The voices you are

Many people think that they are motivated to act morally by reference to a set of external rules.  Not me.  Although rules direct our attention to various problem-solving strategies, there are so many rules (and so many interpretations of rules) that people can easily “justify” almost any behavior by reference to rules.  “Do not kill” unless, of course, you want to kill, such as when you want to start a war.  In other words, rules are attention-directing devices–they are codified (and sometimes ossified) recipes.   They don’t serve, however, as any sort of “engine” of moral reasoning.

Now consider the people whose opinions we value.  These people do constitute an important part of our engine of moral reasoning.   These are the people with whom you interact in real-life, of course–they call you and email you and run into you at the grocery store.  But even when they aren’t really interacting with you they are “there,” providing a durable moral compass as a result of the thoughts they have planted in you.

If the people with whom you spend your time consider only their own desires for amusement and consumption of material things, it is their sorts of thoughts that will be most available to you when you make decisions.  If you spend time with people who have burning desires to improve social justice (e.g., to make decent health care available for all children), then those are the types of thoughts that will be most available to you.

But who exactly are they, these people who you become?  You know some of them very well. They might include family members.  They also include those people you respect.  For me, one of them is a fellow who appeared out of nowhere to calibrate my moral compass in 1988.  Back then, my boss, then the Attorney General of Missouri, worked harder at corruption than at consumer fraud.  I relied daily on this friend’s “voice.”

We don’t generally fill out scorecards to designate exactly who they are at any given time.  If you move in a diverse social circle, the aggregate “voice” of your friends consists of diverse thoughts and opinions.  They speak to you in recognizable “chords.” If you’re fortunate, they are beautiful, richly harmonic chords. They constitute your personal Greek chorus.  They are your conscience and your guardian angel.   It’s questionable whether you could ever know yourself without these people.   

The people whose opinions you value, then, are always “with” you, even though they are often not physically with you.  When the people you choose are good and decent, they are “there,” nodding their heads approvingly whenever you dig deeply to achieve ends that are truly morally admirable. They hover over you, always somewhat accessible, always watching. 

There are certainly other such voices, though, and you might not recognize them to fill such important roles in your life until they suddenly die. Even when they die, you can still be inspired by your memories of these people, but it’s not quite the same.  When one of your “moral jurors” dies, the true importance of that person might finally dawn on you.

Susan Ehrenfest

Susan did not believe in God.  She did not attend church.  Rather, she believed in helping people who needed help and she attended to them.  Her mission in life was truly to help others in need, which she continued to do until yesterday, when she died of a massive stroke at the age of 87.

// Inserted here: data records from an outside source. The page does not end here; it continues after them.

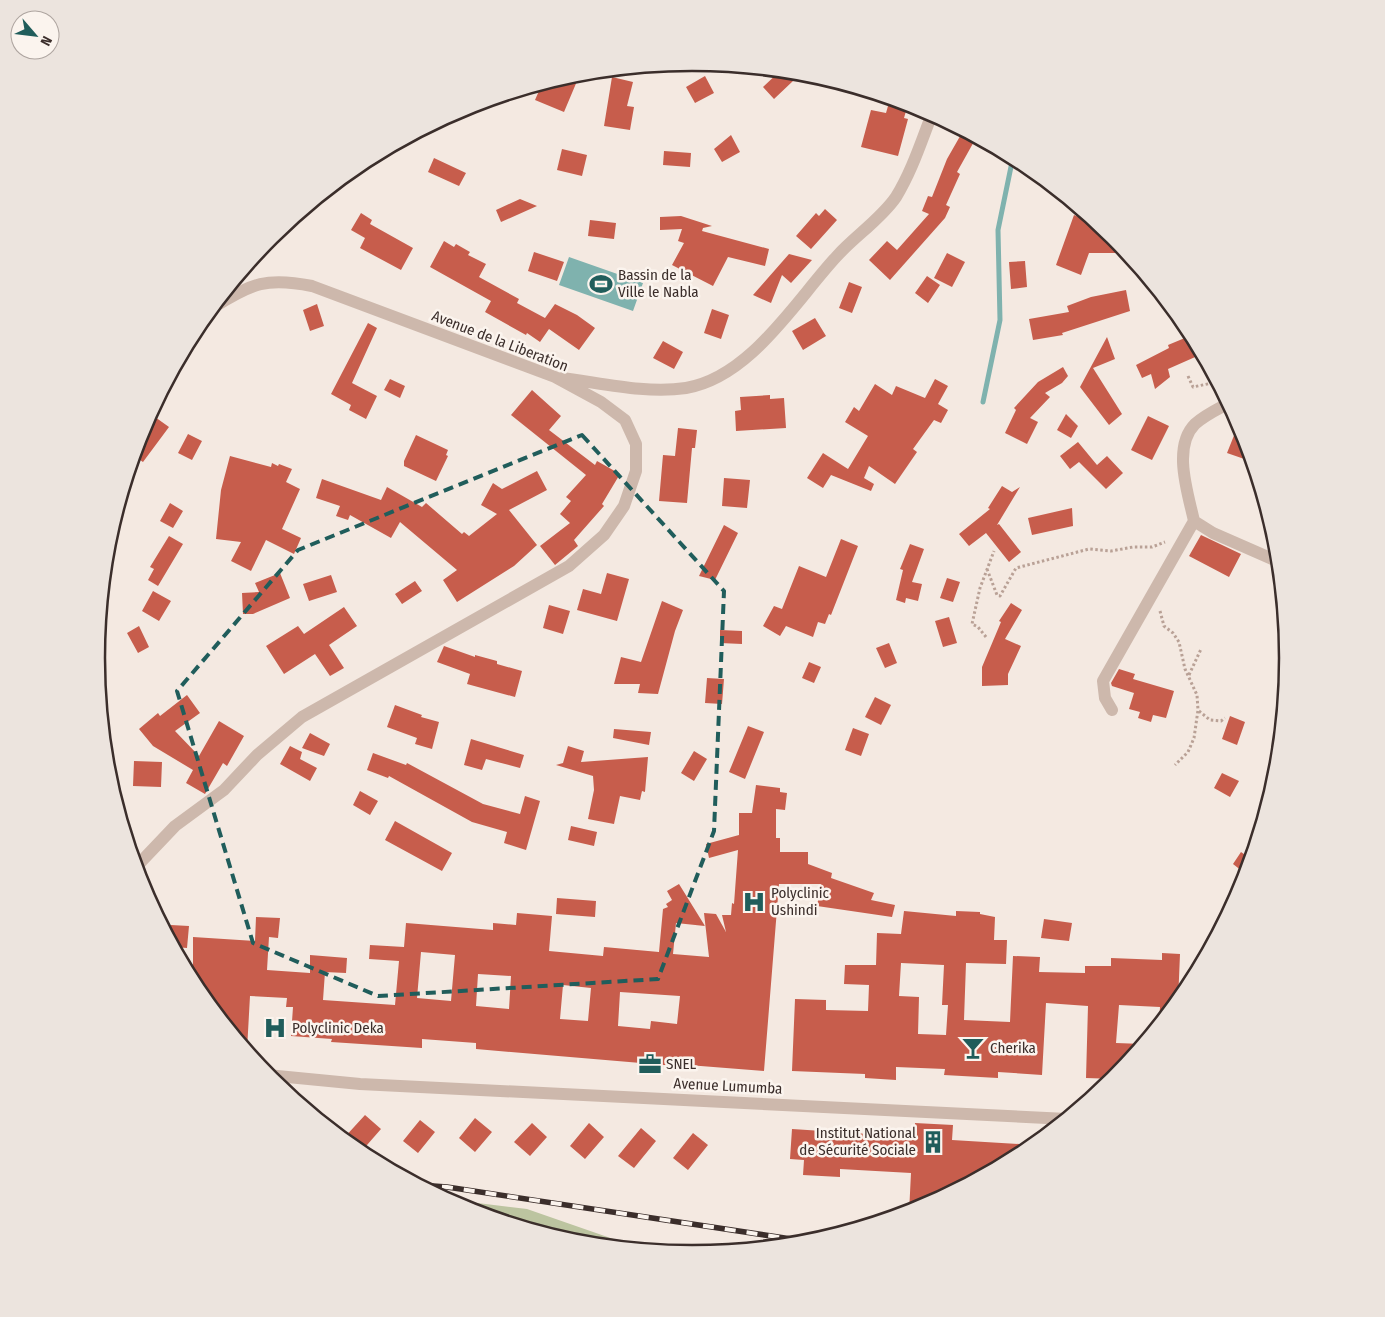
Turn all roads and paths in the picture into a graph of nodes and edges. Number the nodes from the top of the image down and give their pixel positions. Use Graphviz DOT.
graph roads {
  1 [pos="929,122"];
  2 [pos="231,297"];
  3 [pos="1188,376"];
  4 [pos="555,377"];
  5 [pos="1211,383"];
  6 [pos="1223,408"];
  7 [pos="1194,521"];
  8 [pos="1179,546"];
  9 [pos="994,550"];
  10 [pos="1271,558"];
  11 [pos="987,569"];
  12 [pos="1152,593"];
  13 [pos="986,637"];
  14 [pos="1200,649"];
  15 [pos="1189,676"];
  16 [pos="1112,710"];
  17 [pos="1198,710"];
  18 [pos="1226,718"];
  19 [pos="1175,765"];
  20 [pos="142,861"];
  21 [pos="280,1077"];
  22 [pos="1057,1118"];
  1 -- 4 [label="street"];
  2 -- 4 [label="street, Avenue de la Liberation"];
  3 -- 5 [label="path"];
  4 -- 20 [label="street, Avenue de la Liberation"];
  6 -- 7 [label="street"];
  7 -- 8 [label="street"];
  7 -- 10 [label="street"];
  8 -- 11 [label="path"];
  8 -- 12 [label="street"];
  9 -- 11 [label="path"];
  11 -- 13 [label="path"];
  12 -- 15 [label="path"];
  12 -- 16 [label="street"];
  14 -- 15 [label="path"];
  15 -- 17 [label="path"];
  17 -- 18 [label="path"];
  17 -- 19 [label="path"];
  21 -- 22 [label="street, Avenue Lumumba"];
}
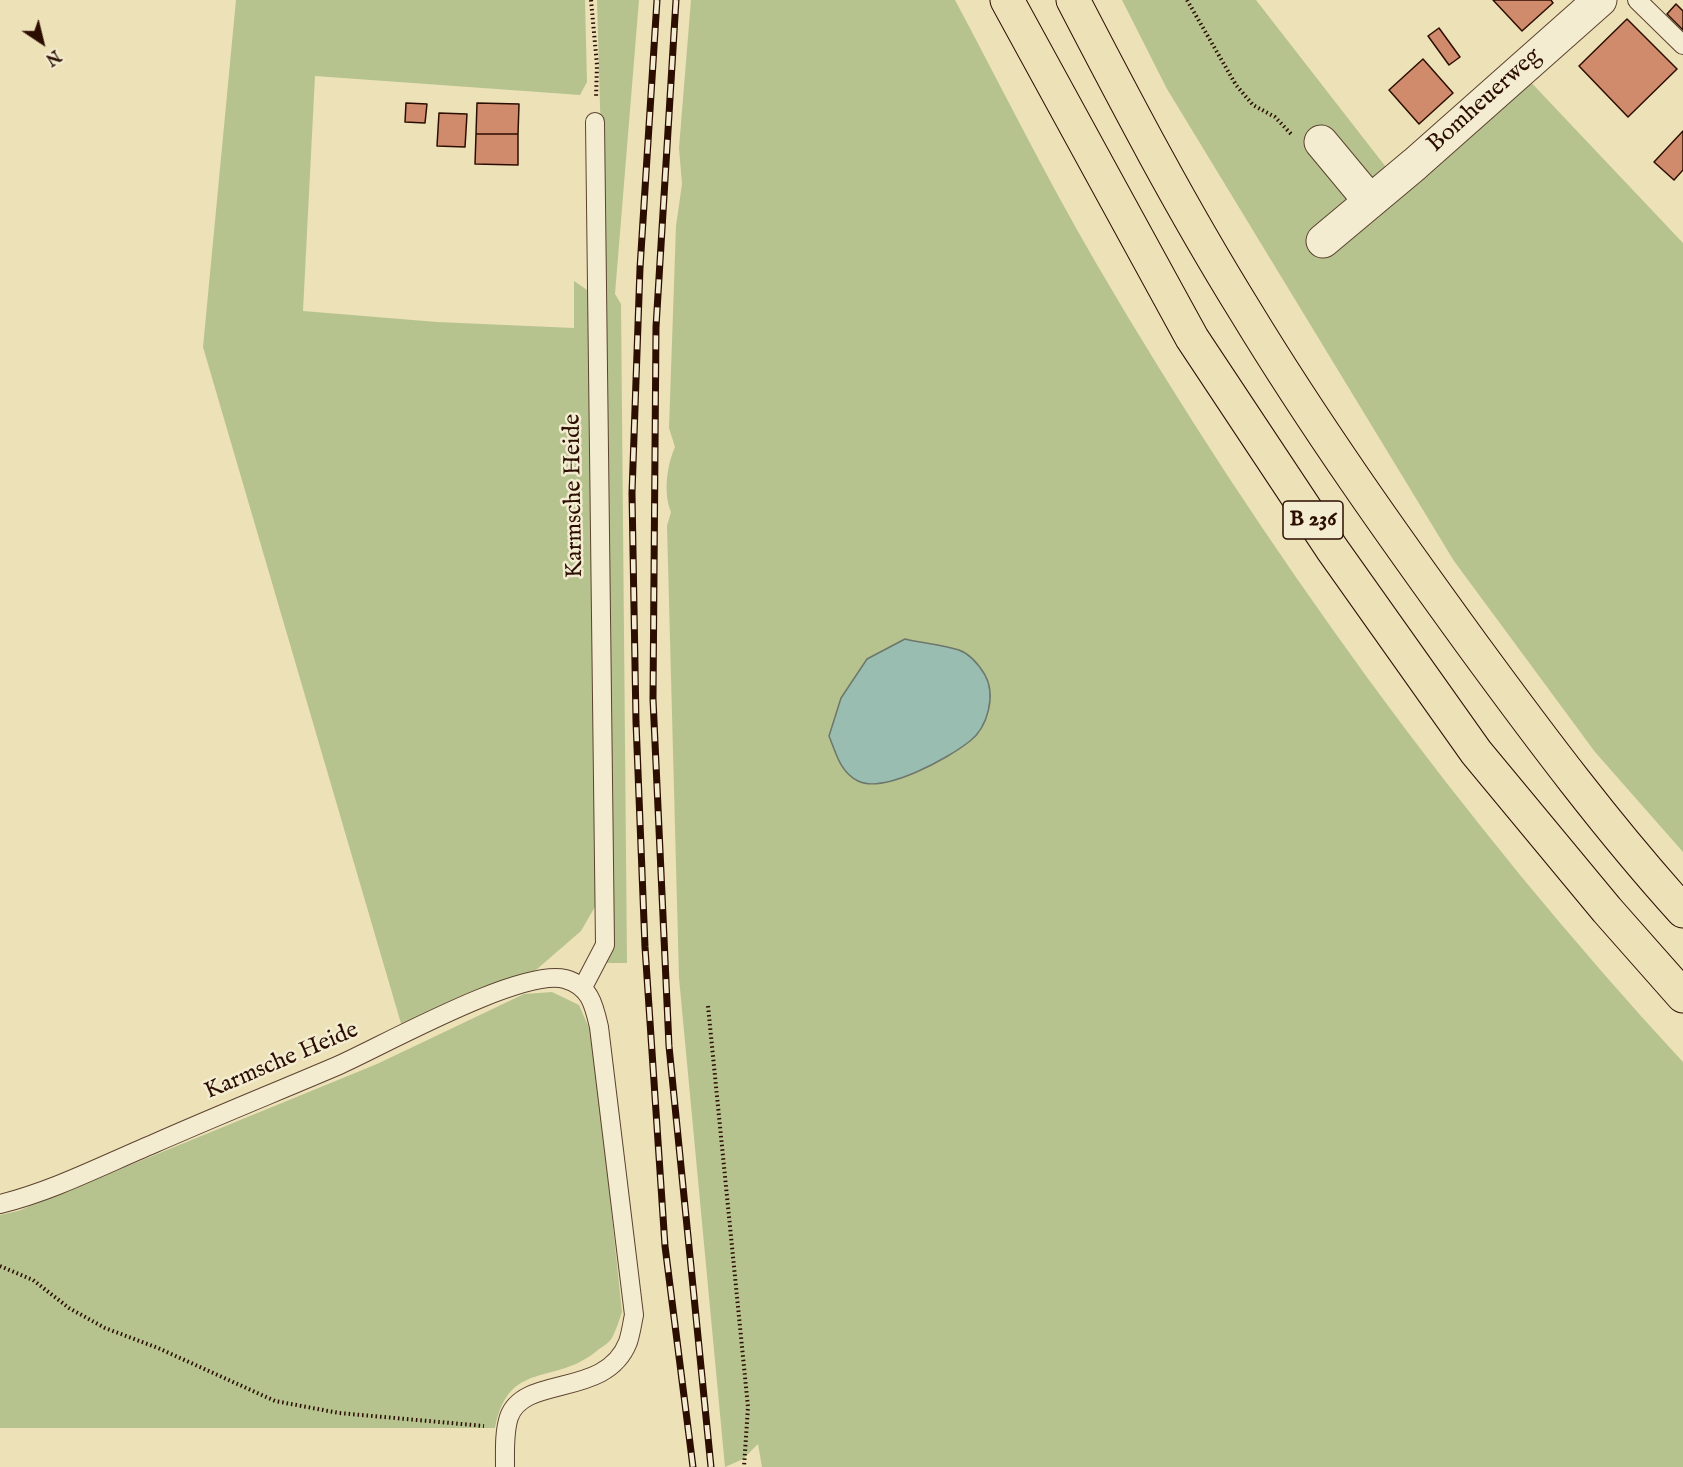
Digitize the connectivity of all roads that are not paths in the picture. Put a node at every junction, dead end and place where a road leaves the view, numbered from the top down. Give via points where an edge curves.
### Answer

Born in 1919, Susan escaped the holocaust by fleeing to the United States in 1938. She was then a penniless Austrian woman whose mother had died when Susan was seven and whose father (who stayed behind, thinking that the madness wouldn’t last much longer) was about to be killed in a concentration camp.

Safely in the U.S., Susan married Steven, who she had known in Austria.  She was successful in her career as a fashion buyer for a large department store.  Though she didn’t have children of her own, she made her community her family.  She was a longtime active member of the board of Logos, a St. Louis school for children with academic and emotional needs that cannot be met in traditional classrooms. She was a active in supporting children’s theater productions.  She helped people who had health issues.  Over the past few years, I’ve learned some of the details regarding many of the people she helped with her time, money and encouragement (and this help went way beyond her work at Logos).

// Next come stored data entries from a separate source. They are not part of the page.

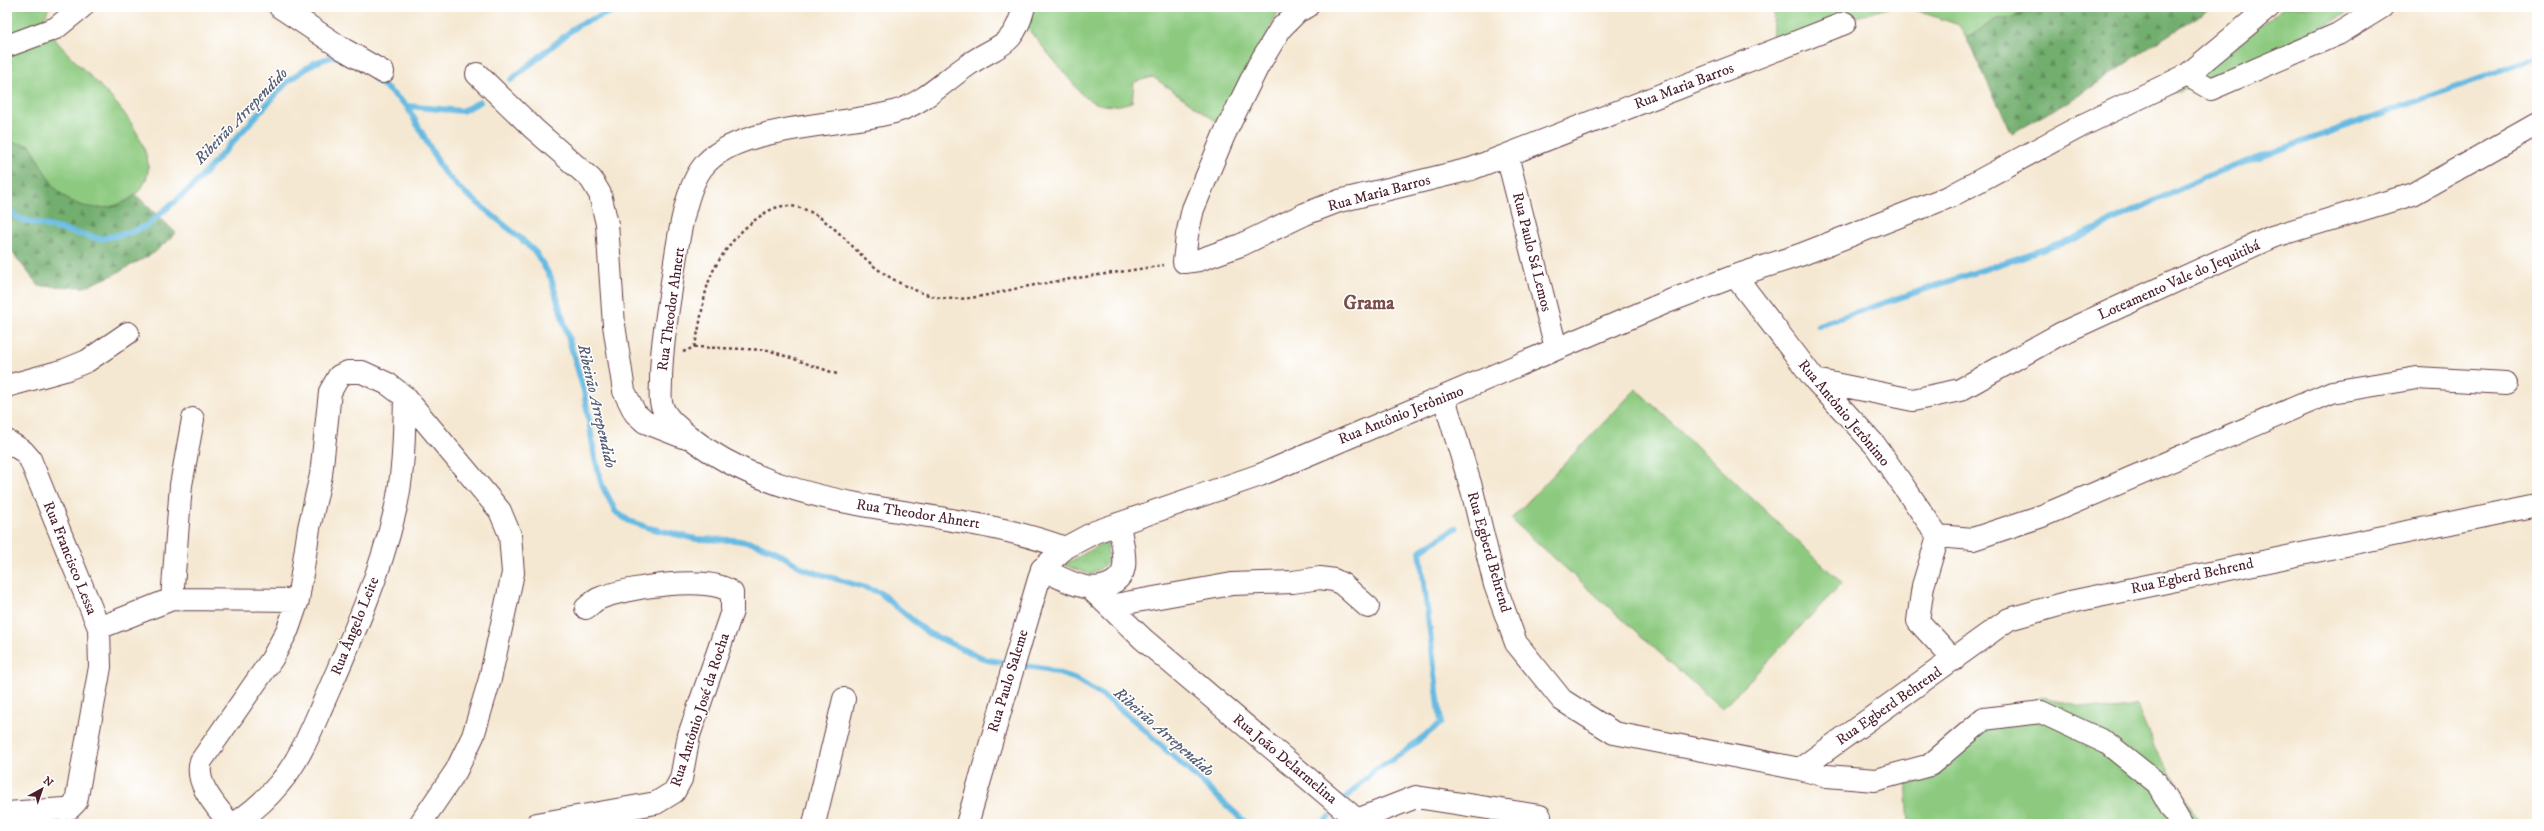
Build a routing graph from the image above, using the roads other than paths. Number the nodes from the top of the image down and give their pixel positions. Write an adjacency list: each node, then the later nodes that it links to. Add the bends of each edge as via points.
1 (82, 7): 8 (street, via 56,28)
2 (280, 7): 9 (street, via 342,49)
3 (1024, 7): 23 (street, Rua Theodor Ahnert, via 1014,36 969,64 925,98 898,111 802,126 732,146 710,159 697,175 688,203 662,354 661,402 667,416)
4 (1307, 7): 13 (street, Rua Maria Barros, via 1298,11 1281,28 1258,66 1224,135 1193,208 1184,262 1198,260 1235,247 1304,214 1339,201 1471,169)
5 (2270, 7): 11 (street, Rua Antônio Jerônimo)
6 (2382, 7): 11 (street, via 2338,34 2211,89)
7 (1845, 22): 13 (street, Rua Maria Barros)
8 (7, 46)
9 (383, 72)
10 (477, 74): 23 (street, via 591,179 597,189 607,224 614,325 624,391 635,413 645,422)
11 (2187, 75): 14 (street, Rua Antônio Jerônimo, via 2081,126 1951,196 1800,255)
12 (2537, 124): 17 (street, Loteamento Vale do Jequitibá, via 2413,194 2272,237 2060,334 1960,390 1913,400)
13 (1507, 155): 16 (street, Rua Paulo Sá Lemos)
14 (1735, 276): 16 (street, Rua Antônio Jerônimo); 17 (street, Rua Antônio Jerônimo)
15 (128, 333): 19 (street, via 87,361 65,370)
16 (1556, 348): 21 (street, Rua Antônio Jerônimo)
17 (1815, 380): 27 (street, Rua Antônio Jerônimo, via 1875,446)
18 (2506, 383): 27 (street, via 2417,378 2332,392 2042,516 1973,539)
19 (7, 386)
20 (405, 397): 32 (street, via 388,384 356,372 339,376 334,381 330,392 321,475 309,528); 43 (street, Rua Ângelo Leite, via 403,465 394,515 372,585 347,649 289,771 258,806); 44 (street, via 500,512 510,535 514,562 490,679 473,736 456,771)
21 (1444, 398): 26 (street, Rua Antônio Jerônimo, via 1414,408 1260,475); 39 (street, Rua Egberd Behrend, via 1472,490 1495,585 1516,643 1562,700 1614,733)
22 (193, 419): 31 (street, via 181,485)
23 (692, 439): 28 (street, Rua Theodor Ahnert, via 726,460 762,477 823,498 940,520 1007,529)
24 (7, 441): 36 (street, Rua Francisco Lessa, via 30,459)
25 (2537, 505): 37 (street, Rua Egberd Behrend, via 2070,602 2009,619)
26 (1119, 524): 28 (street, Rua Antônio Jerônimo, via 1095,532); 30 (street, via 1124,560 1122,576 1105,587)
27 (1938, 536): 37 (street, via 1923,586 1918,622)
28 (1065, 548): 29 (street)
29 (1042, 569): 30 (street); 47 (street, Rua Paulo Saleme)
30 (1090, 588): 33 (street, Rua João Delarmelina)
31 (172, 598): 32 (street, Rua Francisco Lessa); 36 (street, Rua Francisco Lessa)
32 (298, 600): 42 (street, via 280,646 200,761 203,785)
33 (1109, 606): 34 (street, via 1232,584 1293,582 1320,578 1342,584); 41 (street, Rua João Delarmelina, via 1143,639 1357,820 1416,798)
34 (1368, 607)
35 (586, 608): 45 (street, Rua Antônio José da Rocha, via 597,599 613,594 665,584 724,586 732,593 733,599 732,611 689,735 680,779 674,792 656,803)
36 (99, 628): 40 (street, via 100,667 76,802 70,808 64,809)
37 (1954, 660): 39 (street, Rua Egberd Behrend)
38 (844, 699): 46 (street)
39 (1800, 769): 48 (street, via 1827,776 1875,780 1930,765 1984,719 2041,712 2114,748 2157,783)
40 (7, 813)
41 (1540, 816)
42 (230, 824)
43 (234, 824)
44 (420, 824)
45 (537, 824)
46 (814, 824)
47 (967, 824)
48 (2181, 824)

Susan was honest to a fault.  If you asked her what she thought, she told you. No crap. You would always know where you stood and that is why so many people valued her opinions. Opine she did, though her delivery sometimes bordered on curmudgeonly.  She was also street smart—no half-baked excuse or reason got past her.   But she more than made up for her “bedside manner” with her huge heart. 

At age 87, she retained a vigorous sense of curiosity and interconnectedness with her community.  When we brought people out to visit Susan, she always took the time to sit down with them to find out, in detail, who they were. Then she made them part of her family.  Whenever I saw her still actively reaching out to her community in her mid 80’s, I thought about so many other people in their 80’s who stop trying, who cloister themselves in their homes with their televisions and crossword puzzles.  It made me think of this great waste of human potential.

This brings me back to my first point.  Susan was a highly moral person because of her well-developed and well-practiced sense of reaching out to others in need.   Aristotle wrote extensively that morality is not about rules, but about moral character.  Being moral is not learned by memorizing external rules, but by practicing good-heartedness. Susan was quite a character, in every sense.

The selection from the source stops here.